Stored data:
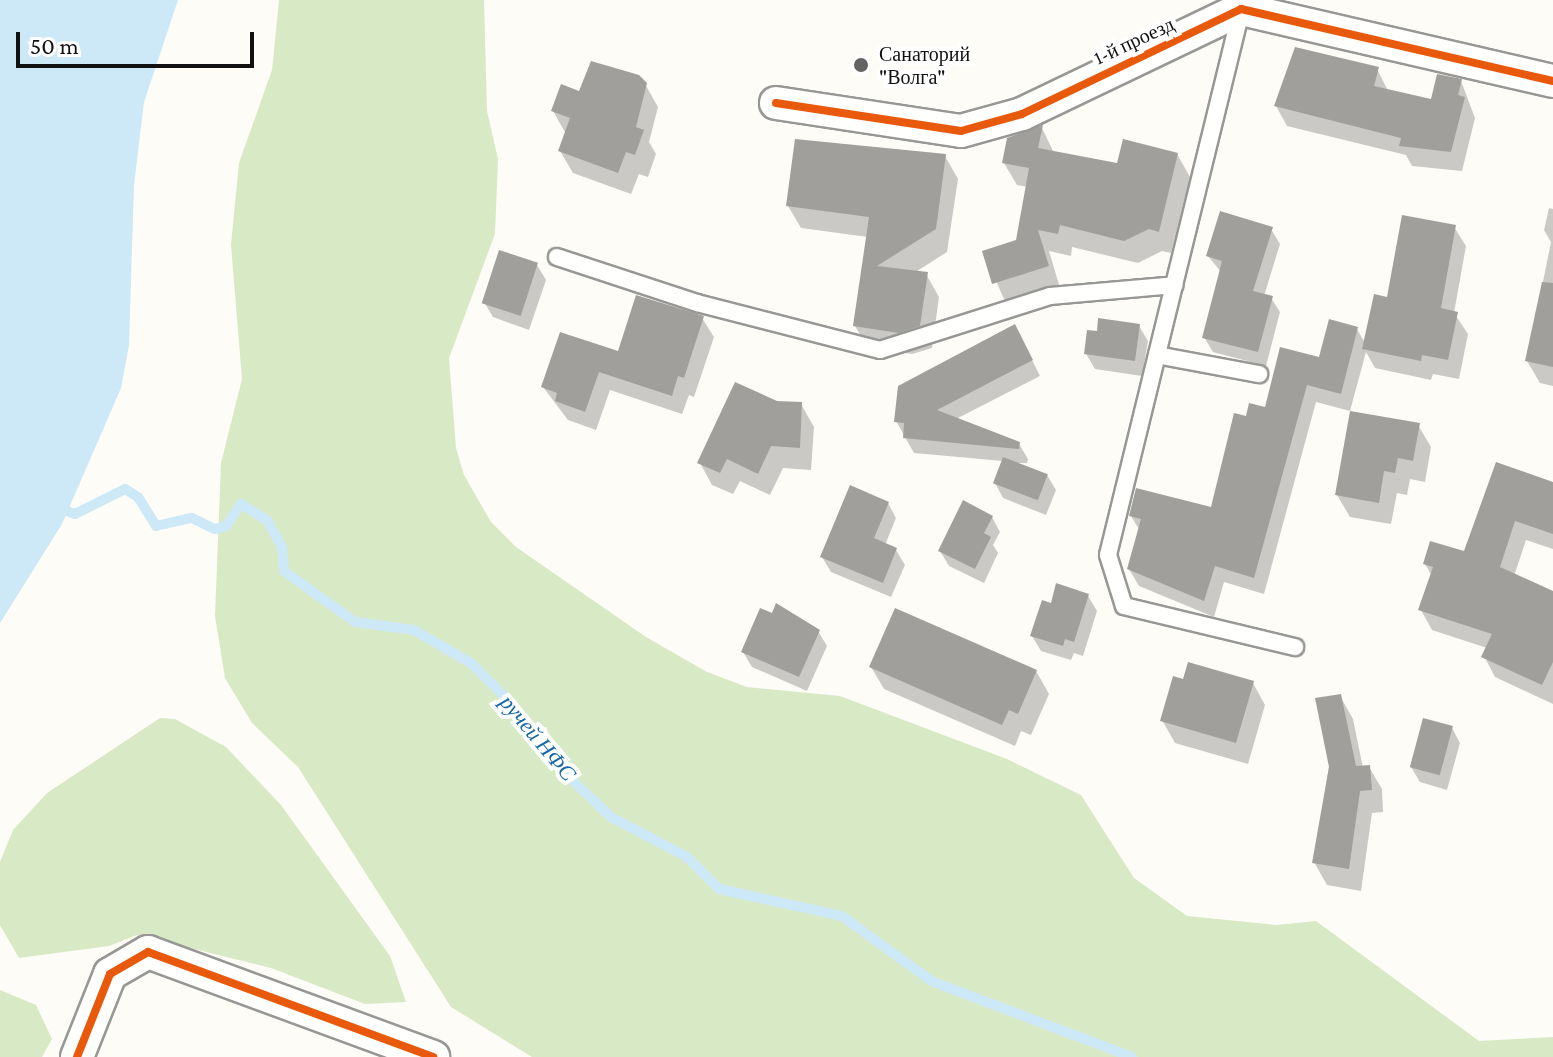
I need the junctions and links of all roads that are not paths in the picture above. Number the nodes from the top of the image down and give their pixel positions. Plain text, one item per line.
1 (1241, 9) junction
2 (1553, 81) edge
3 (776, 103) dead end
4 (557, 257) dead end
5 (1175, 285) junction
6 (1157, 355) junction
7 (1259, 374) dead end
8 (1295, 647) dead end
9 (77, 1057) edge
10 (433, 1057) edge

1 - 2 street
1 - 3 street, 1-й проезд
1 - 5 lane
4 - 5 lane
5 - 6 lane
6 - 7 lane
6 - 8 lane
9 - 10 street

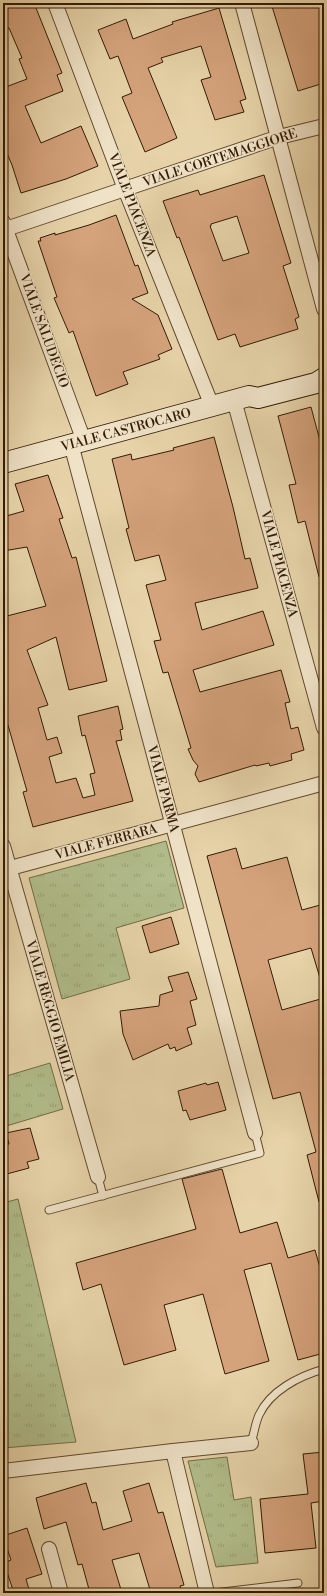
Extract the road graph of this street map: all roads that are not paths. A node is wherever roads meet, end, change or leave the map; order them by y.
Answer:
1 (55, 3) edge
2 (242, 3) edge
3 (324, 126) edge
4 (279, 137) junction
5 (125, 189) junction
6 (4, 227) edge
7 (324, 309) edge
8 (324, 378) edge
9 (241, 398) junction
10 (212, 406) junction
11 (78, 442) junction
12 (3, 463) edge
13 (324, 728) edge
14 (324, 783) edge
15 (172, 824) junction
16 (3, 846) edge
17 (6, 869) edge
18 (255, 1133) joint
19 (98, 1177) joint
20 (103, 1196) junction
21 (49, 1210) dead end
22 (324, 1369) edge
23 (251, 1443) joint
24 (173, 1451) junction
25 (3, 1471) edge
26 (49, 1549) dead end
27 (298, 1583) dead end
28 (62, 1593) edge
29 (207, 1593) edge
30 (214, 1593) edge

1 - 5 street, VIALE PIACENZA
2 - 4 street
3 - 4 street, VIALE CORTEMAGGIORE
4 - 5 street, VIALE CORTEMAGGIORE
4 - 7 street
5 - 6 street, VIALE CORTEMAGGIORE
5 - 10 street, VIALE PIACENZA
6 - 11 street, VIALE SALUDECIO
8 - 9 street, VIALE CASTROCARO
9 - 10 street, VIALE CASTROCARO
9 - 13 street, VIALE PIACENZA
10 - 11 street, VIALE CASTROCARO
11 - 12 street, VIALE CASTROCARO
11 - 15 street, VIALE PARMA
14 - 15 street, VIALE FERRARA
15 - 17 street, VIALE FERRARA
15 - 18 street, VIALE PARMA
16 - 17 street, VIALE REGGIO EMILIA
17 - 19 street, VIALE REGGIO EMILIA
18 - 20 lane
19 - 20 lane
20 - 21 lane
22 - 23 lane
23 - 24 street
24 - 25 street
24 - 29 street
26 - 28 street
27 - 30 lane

The problem: From the first line to the last, copy the records exactly and skip the pictures.

Solution to this exercise:
I need the junctions and links of all roads that are not paths in the picture above. Number the nodes from the top of the image down and give their pixel positions. Plain text, one item per line.
1 (1241, 9) junction
2 (1553, 81) edge
3 (776, 103) dead end
4 (557, 257) dead end
5 (1175, 285) junction
6 (1157, 355) junction
7 (1259, 374) dead end
8 (1295, 647) dead end
9 (77, 1057) edge
10 (433, 1057) edge

1 - 2 street
1 - 3 street, 1-й проезд
1 - 5 lane
4 - 5 lane
5 - 6 lane
6 - 7 lane
6 - 8 lane
9 - 10 street

Extract the road graph of this street map: all roads that are not paths. A node is wherever roads meet, end, change or leave the map; order them by y.
Answer:
1 (55, 3) edge
2 (242, 3) edge
3 (324, 126) edge
4 (279, 137) junction
5 (125, 189) junction
6 (4, 227) edge
7 (324, 309) edge
8 (324, 378) edge
9 (241, 398) junction
10 (212, 406) junction
11 (78, 442) junction
12 (3, 463) edge
13 (324, 728) edge
14 (324, 783) edge
15 (172, 824) junction
16 (3, 846) edge
17 (6, 869) edge
18 (255, 1133) joint
19 (98, 1177) joint
20 (103, 1196) junction
21 (49, 1210) dead end
22 (324, 1369) edge
23 (251, 1443) joint
24 (173, 1451) junction
25 (3, 1471) edge
26 (49, 1549) dead end
27 (298, 1583) dead end
28 (62, 1593) edge
29 (207, 1593) edge
30 (214, 1593) edge

1 - 5 street, VIALE PIACENZA
2 - 4 street
3 - 4 street, VIALE CORTEMAGGIORE
4 - 5 street, VIALE CORTEMAGGIORE
4 - 7 street
5 - 6 street, VIALE CORTEMAGGIORE
5 - 10 street, VIALE PIACENZA
6 - 11 street, VIALE SALUDECIO
8 - 9 street, VIALE CASTROCARO
9 - 10 street, VIALE CASTROCARO
9 - 13 street, VIALE PIACENZA
10 - 11 street, VIALE CASTROCARO
11 - 12 street, VIALE CASTROCARO
11 - 15 street, VIALE PARMA
14 - 15 street, VIALE FERRARA
15 - 17 street, VIALE FERRARA
15 - 18 street, VIALE PARMA
16 - 17 street, VIALE REGGIO EMILIA
17 - 19 street, VIALE REGGIO EMILIA
18 - 20 lane
19 - 20 lane
20 - 21 lane
22 - 23 lane
23 - 24 street
24 - 25 street
24 - 29 street
26 - 28 street
27 - 30 lane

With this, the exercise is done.